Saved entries
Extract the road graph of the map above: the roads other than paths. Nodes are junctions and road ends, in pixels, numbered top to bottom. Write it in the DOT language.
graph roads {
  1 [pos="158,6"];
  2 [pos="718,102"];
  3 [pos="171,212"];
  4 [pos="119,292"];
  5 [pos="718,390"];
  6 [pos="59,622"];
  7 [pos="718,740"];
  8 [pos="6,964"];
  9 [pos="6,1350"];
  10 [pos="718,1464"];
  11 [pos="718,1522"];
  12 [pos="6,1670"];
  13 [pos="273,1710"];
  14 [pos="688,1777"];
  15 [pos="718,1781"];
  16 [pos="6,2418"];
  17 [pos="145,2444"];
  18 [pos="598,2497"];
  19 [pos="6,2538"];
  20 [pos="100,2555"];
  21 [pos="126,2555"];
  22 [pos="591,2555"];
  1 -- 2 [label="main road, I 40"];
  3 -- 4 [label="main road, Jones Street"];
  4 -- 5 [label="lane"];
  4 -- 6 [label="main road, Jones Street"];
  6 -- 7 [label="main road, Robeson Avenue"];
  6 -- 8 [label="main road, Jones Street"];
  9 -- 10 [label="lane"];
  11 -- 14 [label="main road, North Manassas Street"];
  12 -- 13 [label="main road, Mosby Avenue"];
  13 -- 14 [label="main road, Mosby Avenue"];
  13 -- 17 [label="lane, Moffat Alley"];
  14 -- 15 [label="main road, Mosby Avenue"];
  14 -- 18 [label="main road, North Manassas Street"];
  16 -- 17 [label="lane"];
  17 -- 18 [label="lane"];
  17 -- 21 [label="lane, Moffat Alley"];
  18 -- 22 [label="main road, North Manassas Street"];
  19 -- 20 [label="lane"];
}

AIM OF THE EXERCISE
Above are entries; state the number of lines among them that contain "Manassas", and nothing else.

ANSWER BOX
3